The last year or so though I have witnessed almost a complete drop in reseller tables the entire season. Most are not even bothering to show at all anymore because margins have dropped so low it doesn't even pay for the transportation fees to resell. There are still a few mixed sellers out there who combine growing their own with buying from surplus warehouses. The mixed sellers also try and buy the individual producer's good as well to resell at other markets.

As near as I can tell the customers at the local markets are still made up mostly of niche buyers. Those who come because they prefer the local fresh grown vegetables or who just like to mingle. However last week I did over hear a lady actually mention that prices at the market were cheaper than buying at the grocery store. This is a huge step and one I predicted would begin happening.

Even if you have not been a frequent visitor, seller or buyer at your local market I would recommend going and checking it out because the times are changing fast. What once was not a viable economic endeavor in your area may be so now and certainly will be so eventually depending on how fast the decline reaches your area.

Keep Prepping Everyone!!!!


  1. It just hasn't been worth my time and patience to deal with the public and sell vegetables, they just aren't hungry enough yet I guess or have no idea how much work it takes to pick beans or what ever. I do trade them for other peoples produce or services and avoid sitting around all day trying to get someone to buy a pound of beans. Both the wife and daughter play piano so we just traded a bushel of beans for tuning. The tuner is happy as he doesn't have a garden and we have a piano in tune. As things decline further, their may be people waiting to buy food and it will be much easier and quicker to sell.

    1. Sf - Oh I understand what you are saying. If I didn't go specifically to sell soem honey every so often I wouldn't bother selling produce at all. The resellers like it though although they don't pay a lot they buy in volume.

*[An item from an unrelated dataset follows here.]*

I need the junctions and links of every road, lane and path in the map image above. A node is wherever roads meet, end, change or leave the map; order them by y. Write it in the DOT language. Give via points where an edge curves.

      However I can see where making money at it is now easier than it was a few years ago. My guess is it won't be long now until it is very profitable.

  2. Farmers markets are just like any business, some will fail and others will grow. I think of the re sellers as futures traders, just in it to make a buck. But low, sell high until is spoils.

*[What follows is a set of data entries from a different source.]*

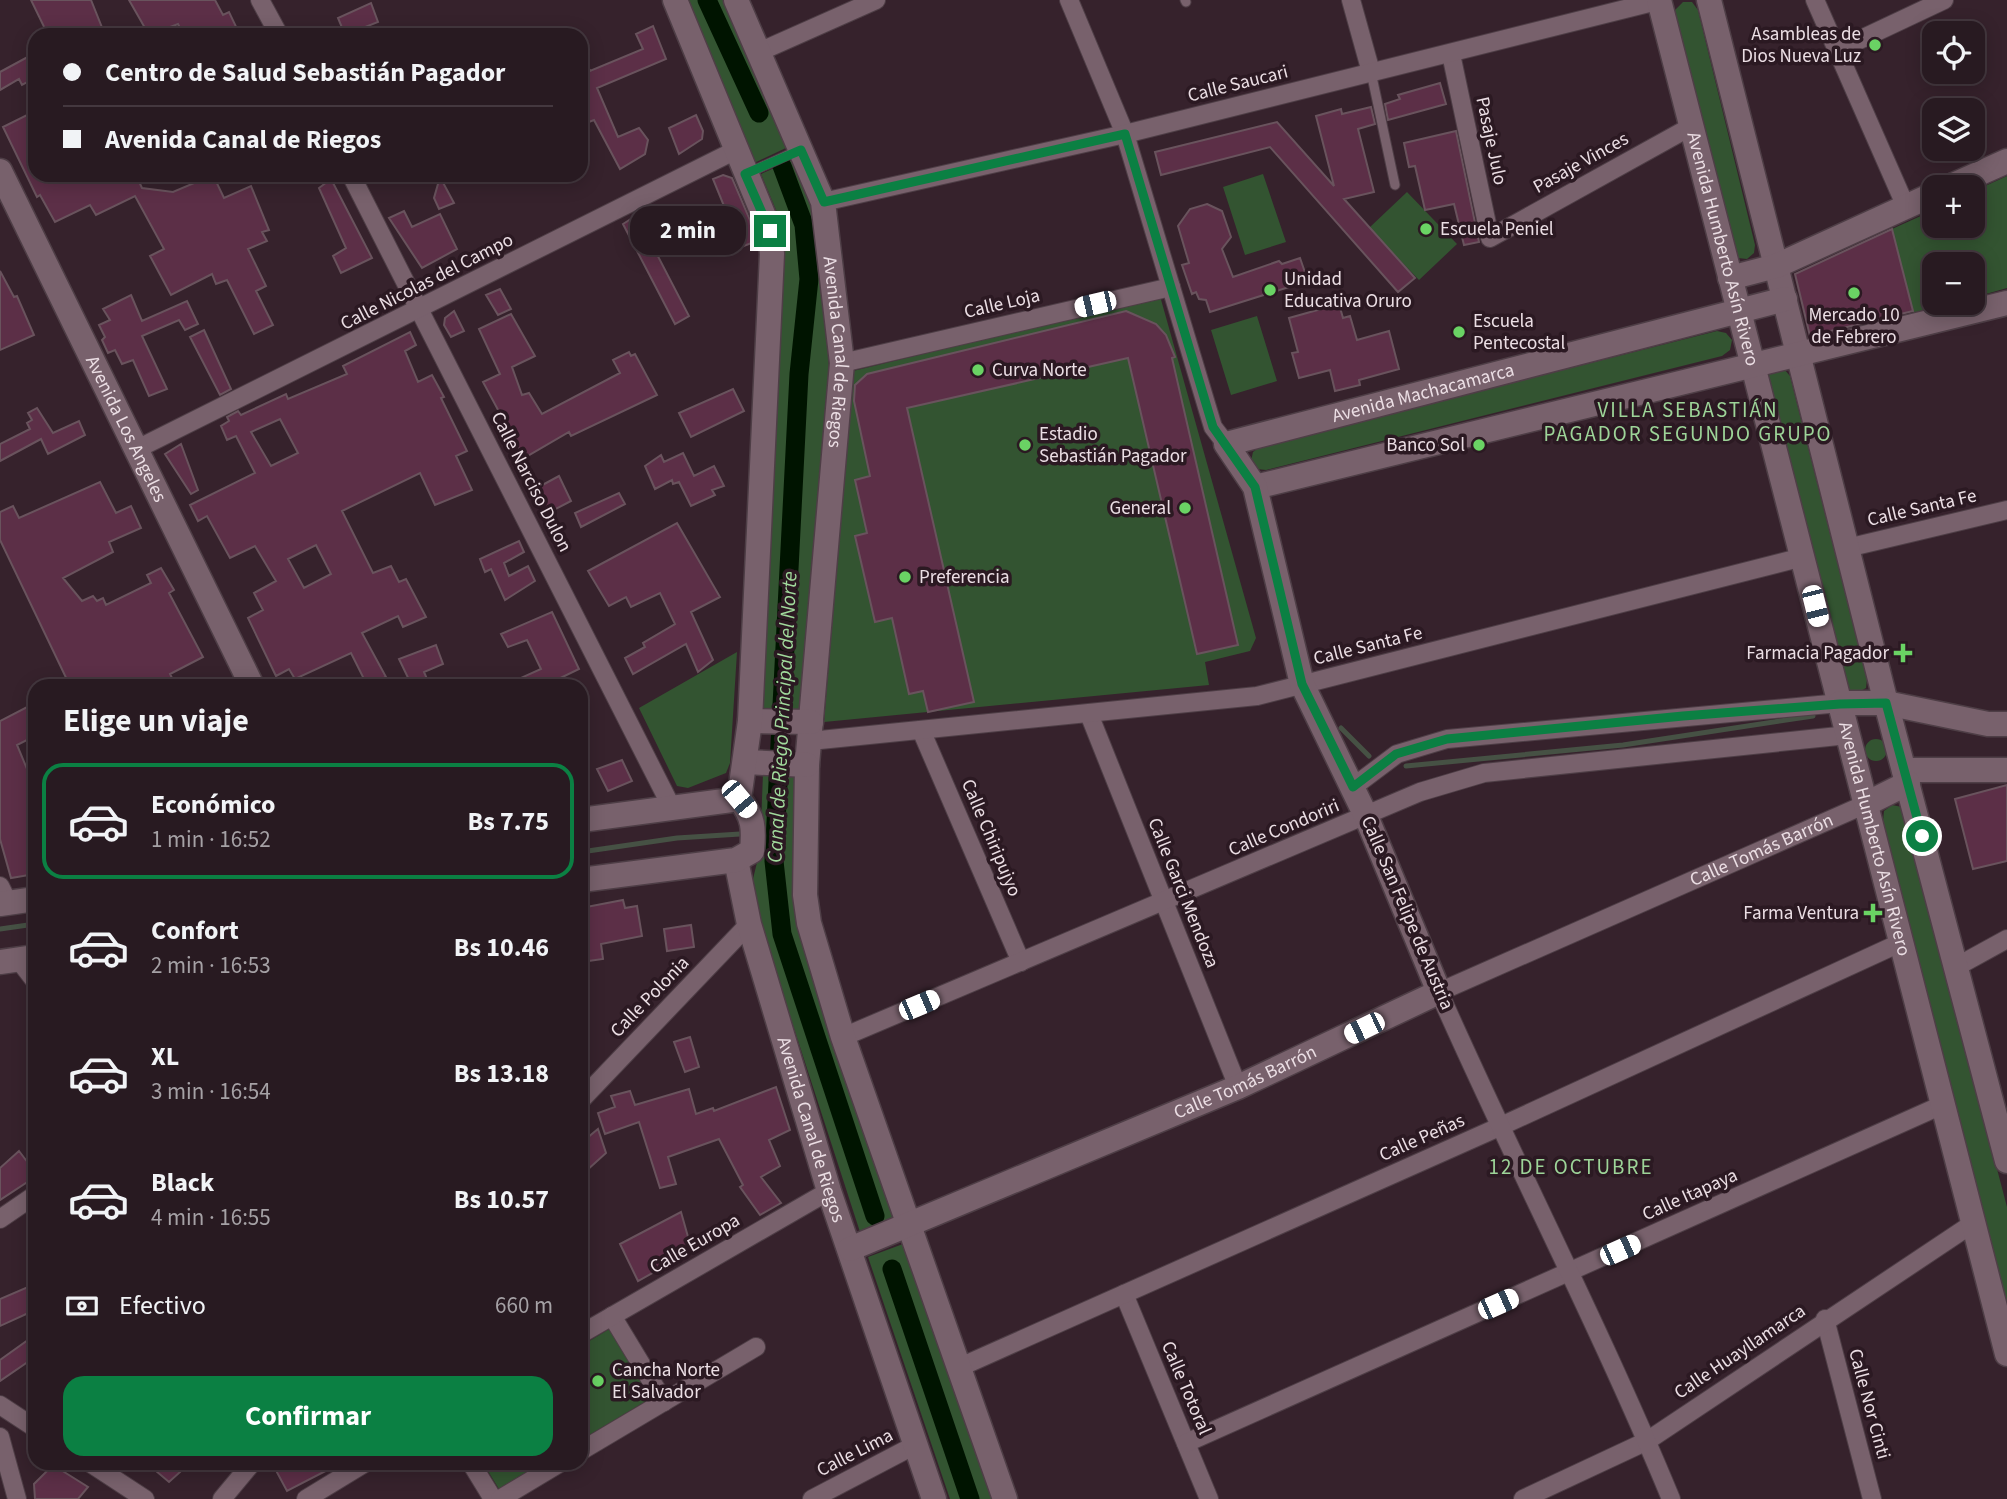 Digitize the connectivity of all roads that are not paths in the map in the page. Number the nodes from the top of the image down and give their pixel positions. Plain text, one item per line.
1 (260, 0) edge
2 (675, 0) edge
3 (736, 0) edge
4 (876, 0) edge
5 (1069, 0) edge
6 (1351, 0) edge
7 (1660, 0) edge
8 (1709, 0) edge
9 (1815, 0) edge
10 (1944, 0) edge
11 (275, 28) edge
12 (1838, 50) junction
13 (759, 52) junction
14 (1451, 54) junction
15 (1371, 72) junction
16 (1692, 126) junction
17 (1125, 134) junction
18 (736, 150) junction
19 (801, 150) junction
20 (2007, 161) edge
21 (0, 171) edge
22 (745, 174) junction
23 (1976, 175) edge
24 (355, 182) edge
25 (1395, 185) dead end
26 (1922, 200) edge
27 (824, 202) junction
28 (1906, 207) junction
29 (1490, 238) joint
30 (1776, 266) junction
31 (1730, 278) junction
32 (1171, 287) junction
33 (1785, 299) junction
34 (2007, 303) edge
35 (421, 309) junction
36 (1738, 312) junction
37 (1800, 356) junction
38 (842, 363) junction
39 (1751, 364) junction
40 (1226, 444) junction
41 (137, 449) junction
42 (1255, 487) junction
43 (2007, 510) edge
44 (1847, 548) junction
45 (1803, 557) junction
46 (249, 679) edge
47 (1302, 684) junction
48 (1886, 703) junction
49 (1840, 704) junction
50 (1090, 714) junction
51 (2007, 724) edge
52 (922, 730) junction
53 (1848, 735) junction
54 (783, 742) junction
55 (2007, 771) edge
56 (1906, 776) junction
57 (1353, 787) junction
58 (739, 799) junction
59 (1866, 804) junction
60 (672, 808) junction
61 (1366, 816) junction
62 (588, 819) edge
63 (736, 860) junction
64 (588, 879) edge
65 (3, 897) edge
66 (28, 899) edge
67 (1164, 901) junction
68 (748, 923) junction
69 (2007, 939) edge
70 (1902, 942) junction
71 (1021, 962) junction
72 (1956, 967) junction
73 (1439, 992) junction
74 (843, 1037) junction
75 (1238, 1087) junction
76 (588, 1093) edge
77 (1942, 1105) junction
78 (2003, 1125) edge
79 (1499, 1127) junction
80 (2007, 1161) edge
81 (829, 1191) junction
82 (28, 1200) edge
83 (0, 1219) edge
84 (1972, 1224) junction
85 (909, 1227) junction
86 (850, 1249) junction
87 (1570, 1272) junction
88 (1124, 1294) junction
89 (612, 1316) junction
90 (1825, 1319) junction
91 (588, 1330) edge
92 (756, 1347) dead end
93 (2007, 1354) edge
94 (958, 1368) junction
95 (664, 1402) junction
96 (0, 1405) edge
97 (28, 1423) edge
98 (0, 1437) edge
99 (1647, 1441) junction
100 (1186, 1443) junction
101 (917, 1444) junction
102 (588, 1447) edge
103 (101, 1470) edge
104 (246, 1470) edge
105 (354, 1470) edge
106 (475, 1470) edge
107 (548, 1470) edge
108 (18, 1499) edge
109 (145, 1499) edge
110 (222, 1499) edge
111 (306, 1499) edge
112 (493, 1499) edge
113 (500, 1499) edge
114 (812, 1499) edge
115 (934, 1499) edge
116 (1005, 1499) edge
117 (1209, 1499) edge
118 (1523, 1499) edge
119 (1671, 1499) edge
120 (1872, 1499) edge

1 - 11 street
2 - 18 street, Avenida Canal de Riegos
3 - 13 street, Avenida Canal de Riegos
4 - 13 street
5 - 17 street, Calle San Felipe de Austria
6 - 15 street
7 - 14 street, Calle Saucari
7 - 16 street, Avenida Humberto Asín Rivero
8 - 30 street
9 - 12 street
10 - 12 street
12 - 28 street
13 - 19 street, Avenida Canal de Riegos
14 - 15 street, Calle Saucari
14 - 29 street, Pasaje Julo
15 - 17 street, Calle Saucari
15 - 25 lane
16 - 29 street, Pasaje Vinces
16 - 31 street, Avenida Humberto Asín Rivero
17 - 27 street, Calle Saucari
17 - 32 street, Calle San Felipe de Austria
18 - 22 street, Avenida Canal de Riegos
18 - 35 street, Calle Nicolas del Campo
19 - 22 lane
19 - 27 street, Avenida Canal de Riegos
20 - 23 street
21 - 41 street, Avenida Los Angeles
22 - 54 street, Avenida Canal de Riegos
24 - 35 street, Calle Narciso Dulon
26 - 28 street
27 - 38 street, Avenida Canal de Riegos
28 - 30 street
30 - 31 street
30 - 33 street
31 - 36 street, Avenida Humberto Asín Rivero
32 - 38 street, Calle Loja
32 - 40 street, Calle San Felipe de Austria
33 - 36 street, Avenida Machacamarca
33 - 37 street
34 - 37 street
35 - 41 street, Calle Nicolas del Campo
35 - 60 street, Calle Narciso Dulon
36 - 39 street, Avenida Humberto Asín Rivero
36 - 40 street, Avenida Machacamarca
37 - 39 street
37 - 44 street
38 - 54 street, Avenida Canal de Riegos
39 - 42 street
39 - 45 street, Avenida Humberto Asín Rivero
40 - 42 street, Calle San Felipe de Austria
41 - 46 street, Avenida Los Angeles
42 - 47 street, Calle San Felipe de Austria
43 - 44 street, Calle Santa Fe
44 - 48 street
45 - 47 street, Calle Santa Fe
45 - 49 street, Avenida Humberto Asín Rivero
47 - 50 street, Calle Santa Fe
47 - 57 street, Calle San Felipe de Austria
48 - 49 street
48 - 51 street
48 - 56 street
49 - 53 street, Avenida Humberto Asín Rivero
49 - 57 street
50 - 52 street, Calle Santa Fe
50 - 67 street, Calle Garci Mendoza
52 - 54 street, Calle Santa Fe
52 - 71 street, Calle Chiripujyo
53 - 59 street, Avenida Humberto Asín Rivero
53 - 61 street, Calle Condoriri
54 - 58 street, Avenida Canal de Riegos
54 - 74 street, Avenida Canal de Riegos
55 - 56 street
56 - 59 street
56 - 72 street
57 - 61 street, Calle San Felipe de Austria
58 - 60 street
58 - 63 street
59 - 70 street, Avenida Humberto Asín Rivero
59 - 73 street, Calle Tomás Barrón
60 - 62 street
61 - 67 street, Calle Condoriri
61 - 73 street, Calle San Felipe de Austria
63 - 64 street
63 - 68 street, Avenida Canal de Riegos
65 - 66 street
67 - 71 street, Calle Condoriri
67 - 75 street, Calle Garci Mendoza
68 - 76 street, Calle Polonia
68 - 81 street, Avenida Canal de Riegos
69 - 72 street
70 - 77 street, Avenida Humberto Asín Rivero
70 - 79 street, Calle Peñas
71 - 74 street, Calle Condoriri
72 - 78 street
73 - 75 street, Calle Tomás Barrón
73 - 79 street, Calle San Felipe de Austria
74 - 85 street, Avenida Canal de Riegos
75 - 85 street, Calle Tomás Barrón
77 - 84 street, Avenida Humberto Asín Rivero
77 - 87 street, Calle Itapaya
78 - 80 street
79 - 87 street, Calle San Felipe de Austria
79 - 88 street, Calle Peñas
81 - 86 street, Avenida Canal de Riegos
81 - 89 street, Calle Europa
82 - 83 street
84 - 90 street, Calle Huayllamarca
84 - 93 street, Avenida Humberto Asín Rivero
85 - 86 street, Calle Tomás Barrón
85 - 94 street, Avenida Canal de Riegos
86 - 101 street, Avenida Canal de Riegos
87 - 99 street, Calle San Felipe de Austria
87 - 100 street, Calle Itapaya
88 - 94 street, Calle Peñas
88 - 100 street, Calle Totoral
89 - 91 street, Calle Europa
89 - 95 street
90 - 99 street, Calle Huayllamarca
90 - 120 street, Calle Nor Cinti
92 - 95 street
94 - 116 street, Avenida Canal de Riegos
95 - 102 street
96 - 97 street
98 - 108 street
99 - 118 street, Calle Huayllamarca
99 - 119 street, Calle San Felipe de Austria
100 - 117 street, Calle Totoral
101 - 114 street, Calle Lima
101 - 115 street, Avenida Canal de Riegos
103 - 109 street
104 - 110 street
105 - 111 street
106 - 112 street
107 - 113 street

    1. Rob - Ya but the way things have been going it isn't possible for the resellers to do that anymore. The economy and high energy prices are leveling the playing field once again.

  3. we have several farmer's markets here on the island but not many of the "reselling" types - thank goodness! what i really love tho is the guys who pull up in ice trucks, in our grocery store parking lot, and sell fish out of the back of the truck AND WITHOUT A LICENSE - bahahahahahah! nobody bugs them and they go out early in the morning and then pack 200lbs of halibut or mackeral or eel or striped bass in layers of ice and then park their truck in the parking lot. and within 3 or 4 hours they are empty. and their prices are fair and there is only ever one or two trucks at a time. some guys do it with lobster or crab or mussels, etc. what is even better is one night we were at our friends' house's about 10 o"clock at night and a knock at the door. it's a guy asking if we want to buy some beautiful filleted haddock. we split with our friends and got 10lbs for $42 bucks each. but the fish had been caught that day and was filleted beautifully. buddy was driving around knocking on doors and selling it.

    i agree that the playing field for re-sellers at the markets vs. the actual farmers is leveling out. due to gas prices. and that's a good thing!

    lots of awesome posts lately buddy! keep up the good work! your friend,
    (didn't even call you a wiener once in this comment.)

    1. Kymber - OMG I am salivating reading about that. Fresh seafood... mmmmm

      I can't even think now to come up with an intelligent reply.